The move seems especially risky since Seeking Alpha’s Premium Partnership Program will pay a rate of $10 per thousand pageviews. That means a big chunk of the money the site makes from each article will go to the writer. (On the other hand, Seeking Alpha founder and CEO David Jackson told me last week that the site charges its advertisers premium rates thanks to its high-quality audience.)

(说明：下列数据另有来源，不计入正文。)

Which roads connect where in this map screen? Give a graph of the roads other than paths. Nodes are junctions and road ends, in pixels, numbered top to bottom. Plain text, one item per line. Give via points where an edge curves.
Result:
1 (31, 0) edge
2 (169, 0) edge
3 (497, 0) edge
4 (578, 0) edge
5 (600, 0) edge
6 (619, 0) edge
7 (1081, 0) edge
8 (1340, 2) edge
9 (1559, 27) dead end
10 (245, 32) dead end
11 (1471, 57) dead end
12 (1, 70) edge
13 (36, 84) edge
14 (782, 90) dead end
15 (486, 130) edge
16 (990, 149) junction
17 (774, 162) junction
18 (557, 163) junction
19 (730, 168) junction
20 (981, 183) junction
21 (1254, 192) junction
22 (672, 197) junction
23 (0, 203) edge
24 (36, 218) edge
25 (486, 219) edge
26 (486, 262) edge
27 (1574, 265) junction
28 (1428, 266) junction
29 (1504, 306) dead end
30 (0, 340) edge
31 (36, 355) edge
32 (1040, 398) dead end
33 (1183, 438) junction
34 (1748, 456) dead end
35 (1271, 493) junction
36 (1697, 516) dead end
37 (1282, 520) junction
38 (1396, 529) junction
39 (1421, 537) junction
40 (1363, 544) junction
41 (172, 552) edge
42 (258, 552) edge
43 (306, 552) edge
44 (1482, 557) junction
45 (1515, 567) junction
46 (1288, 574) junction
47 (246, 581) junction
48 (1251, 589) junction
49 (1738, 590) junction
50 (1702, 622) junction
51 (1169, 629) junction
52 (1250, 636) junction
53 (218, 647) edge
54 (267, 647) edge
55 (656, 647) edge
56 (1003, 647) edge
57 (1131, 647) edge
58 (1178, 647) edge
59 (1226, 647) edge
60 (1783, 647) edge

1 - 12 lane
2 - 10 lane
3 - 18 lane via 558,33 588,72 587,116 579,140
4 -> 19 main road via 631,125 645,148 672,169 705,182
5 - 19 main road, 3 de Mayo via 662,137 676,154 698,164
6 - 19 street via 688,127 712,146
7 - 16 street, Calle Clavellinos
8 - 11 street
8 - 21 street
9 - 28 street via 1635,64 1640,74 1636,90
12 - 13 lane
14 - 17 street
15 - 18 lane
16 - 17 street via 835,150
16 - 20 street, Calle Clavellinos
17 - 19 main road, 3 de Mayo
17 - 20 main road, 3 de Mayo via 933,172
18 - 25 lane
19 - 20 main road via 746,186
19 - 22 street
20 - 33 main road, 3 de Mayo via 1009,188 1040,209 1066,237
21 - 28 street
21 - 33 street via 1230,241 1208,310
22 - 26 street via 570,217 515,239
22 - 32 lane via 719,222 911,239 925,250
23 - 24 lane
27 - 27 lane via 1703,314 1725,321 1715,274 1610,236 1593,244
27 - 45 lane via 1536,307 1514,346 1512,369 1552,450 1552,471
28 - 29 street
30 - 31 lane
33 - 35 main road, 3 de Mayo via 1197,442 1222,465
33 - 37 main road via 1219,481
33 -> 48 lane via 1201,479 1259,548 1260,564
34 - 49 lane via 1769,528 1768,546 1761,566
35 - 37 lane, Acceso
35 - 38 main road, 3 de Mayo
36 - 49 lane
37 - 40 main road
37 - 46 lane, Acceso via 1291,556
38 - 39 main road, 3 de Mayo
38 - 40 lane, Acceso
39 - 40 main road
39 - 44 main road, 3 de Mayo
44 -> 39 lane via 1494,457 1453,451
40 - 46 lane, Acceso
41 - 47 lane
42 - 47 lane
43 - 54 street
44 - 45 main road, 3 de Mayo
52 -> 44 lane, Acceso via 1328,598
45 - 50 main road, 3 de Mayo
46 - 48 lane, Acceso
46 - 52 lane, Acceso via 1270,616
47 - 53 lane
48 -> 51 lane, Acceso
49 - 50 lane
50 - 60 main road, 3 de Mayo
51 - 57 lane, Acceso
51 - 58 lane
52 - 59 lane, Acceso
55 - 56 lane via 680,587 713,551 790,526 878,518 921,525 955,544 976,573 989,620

So why change things? Jackson said it’s because the pay model allows Seeking Alpha to reach a new set of writers. Until now, most contributors were financial advisors or other professionals who saw their articles as a way to build their reputation and attract new customers. But there’s a big pool of writers who have expertise in a specific financial subject but aren’t looking for customer leads (for example if they’re retired, or if they’ve built up knowledge as an individual investor). Those writers need a different incentive to contribute — namely, money.

The ultimate goal, Jackson said, is to become “the eBay of financial content, to put people in business who otherwise wouldn’t be in business.” Your average Seeking Alpha article receives between 2,500 and and 20,000 pageviews, he added — which means a payment of between $20 and $200. (The payments will be made quarterly, and to reduce the company’s overhead, you won’t get paid until you’re owed at least $100.) For some contributors, the payments will just represent an extra bit of spending money, but for others it could be a nice income.

Some of Seeking Alpha’s existing writers will switch to the new model, while others will not, Jackson said, because if you want to get paid, the site will require exclusive rights to the article.

One of the risks of the pay-per-pageview model is that it might encourage sensationalism for the sake of chasing traffic (and making more money). Obviously, the site wants to grow pageviews, but Jackson said he’ll be relying on its editorial team to act as a quality filter as the amount of submissions grows.

Seeking Alpha already has 4,000 registered contributors, Jackson said. The site’s investors include Benchmark Capital, Accel Partners, and DAG Ventures.